▼▼▼

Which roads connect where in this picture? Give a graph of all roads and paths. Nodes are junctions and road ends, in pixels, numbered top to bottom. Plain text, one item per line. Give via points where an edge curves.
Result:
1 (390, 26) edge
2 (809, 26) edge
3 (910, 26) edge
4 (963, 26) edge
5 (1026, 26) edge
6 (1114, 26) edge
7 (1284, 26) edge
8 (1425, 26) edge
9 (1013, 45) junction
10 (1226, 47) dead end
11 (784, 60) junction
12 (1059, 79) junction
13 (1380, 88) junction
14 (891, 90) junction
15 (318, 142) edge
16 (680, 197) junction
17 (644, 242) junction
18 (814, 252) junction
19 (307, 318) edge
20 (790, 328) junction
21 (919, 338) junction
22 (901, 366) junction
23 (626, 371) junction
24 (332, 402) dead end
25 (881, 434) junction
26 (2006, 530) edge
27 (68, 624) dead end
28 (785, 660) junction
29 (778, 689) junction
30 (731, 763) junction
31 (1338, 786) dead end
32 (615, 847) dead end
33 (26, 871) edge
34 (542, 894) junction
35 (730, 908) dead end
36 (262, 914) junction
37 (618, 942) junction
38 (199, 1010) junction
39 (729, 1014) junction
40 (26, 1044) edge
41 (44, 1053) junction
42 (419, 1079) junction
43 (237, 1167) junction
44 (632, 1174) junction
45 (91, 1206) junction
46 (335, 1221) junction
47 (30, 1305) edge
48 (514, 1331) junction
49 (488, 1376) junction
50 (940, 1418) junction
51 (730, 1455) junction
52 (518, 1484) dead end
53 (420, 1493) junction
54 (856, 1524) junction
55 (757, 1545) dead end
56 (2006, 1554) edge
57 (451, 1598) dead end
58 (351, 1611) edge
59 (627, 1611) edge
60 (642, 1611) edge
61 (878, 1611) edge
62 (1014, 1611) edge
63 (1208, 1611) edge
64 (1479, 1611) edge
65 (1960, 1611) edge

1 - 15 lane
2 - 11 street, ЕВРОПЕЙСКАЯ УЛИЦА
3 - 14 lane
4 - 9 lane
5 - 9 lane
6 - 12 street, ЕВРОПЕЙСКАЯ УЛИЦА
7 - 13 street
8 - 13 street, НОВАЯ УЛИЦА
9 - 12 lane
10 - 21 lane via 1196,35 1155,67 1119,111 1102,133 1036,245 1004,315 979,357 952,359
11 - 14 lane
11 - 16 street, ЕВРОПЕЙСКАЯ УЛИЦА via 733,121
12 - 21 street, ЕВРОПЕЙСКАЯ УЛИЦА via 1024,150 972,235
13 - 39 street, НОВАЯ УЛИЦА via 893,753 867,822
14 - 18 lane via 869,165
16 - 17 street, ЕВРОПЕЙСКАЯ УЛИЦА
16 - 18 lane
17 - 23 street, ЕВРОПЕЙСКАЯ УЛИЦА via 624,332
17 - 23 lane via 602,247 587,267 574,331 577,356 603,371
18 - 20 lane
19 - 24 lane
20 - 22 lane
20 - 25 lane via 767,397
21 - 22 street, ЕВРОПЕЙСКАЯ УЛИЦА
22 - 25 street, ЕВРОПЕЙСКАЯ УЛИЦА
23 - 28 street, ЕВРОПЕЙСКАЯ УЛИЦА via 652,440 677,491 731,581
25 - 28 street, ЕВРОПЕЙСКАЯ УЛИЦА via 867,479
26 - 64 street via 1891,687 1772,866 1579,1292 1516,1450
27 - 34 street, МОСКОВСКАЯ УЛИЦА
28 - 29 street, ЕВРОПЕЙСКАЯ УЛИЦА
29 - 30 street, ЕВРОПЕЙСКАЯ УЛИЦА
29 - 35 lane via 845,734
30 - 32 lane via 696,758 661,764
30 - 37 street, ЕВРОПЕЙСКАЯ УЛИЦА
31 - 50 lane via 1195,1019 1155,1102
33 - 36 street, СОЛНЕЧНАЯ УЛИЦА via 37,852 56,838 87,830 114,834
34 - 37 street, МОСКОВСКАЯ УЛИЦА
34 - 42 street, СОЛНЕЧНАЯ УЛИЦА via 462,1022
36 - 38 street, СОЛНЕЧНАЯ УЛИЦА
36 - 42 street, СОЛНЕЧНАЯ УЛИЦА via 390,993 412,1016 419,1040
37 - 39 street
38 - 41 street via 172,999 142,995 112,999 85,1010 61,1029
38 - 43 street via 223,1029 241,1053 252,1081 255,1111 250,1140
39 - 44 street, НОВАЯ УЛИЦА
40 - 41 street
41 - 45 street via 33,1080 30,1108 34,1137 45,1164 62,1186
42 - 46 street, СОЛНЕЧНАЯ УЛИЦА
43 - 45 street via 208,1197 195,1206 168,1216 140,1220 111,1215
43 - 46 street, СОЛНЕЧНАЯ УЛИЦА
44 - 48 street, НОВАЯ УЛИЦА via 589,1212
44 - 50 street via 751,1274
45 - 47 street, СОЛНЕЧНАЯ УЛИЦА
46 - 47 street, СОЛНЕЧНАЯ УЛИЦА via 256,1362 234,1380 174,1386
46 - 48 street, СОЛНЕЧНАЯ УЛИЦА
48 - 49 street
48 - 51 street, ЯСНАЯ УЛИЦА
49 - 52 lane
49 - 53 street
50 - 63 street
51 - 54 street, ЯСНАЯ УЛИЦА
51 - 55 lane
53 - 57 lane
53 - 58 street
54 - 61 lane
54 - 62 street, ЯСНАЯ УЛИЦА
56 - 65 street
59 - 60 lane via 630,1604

▲▲▲

TASK TO CARRY OUT
The lines you need are those containing "dead"; find them in the records and copy them.

REPLY
10 (1226, 47) dead end
24 (332, 402) dead end
27 (68, 624) dead end
31 (1338, 786) dead end
32 (615, 847) dead end
35 (730, 908) dead end
52 (518, 1484) dead end
55 (757, 1545) dead end
57 (451, 1598) dead end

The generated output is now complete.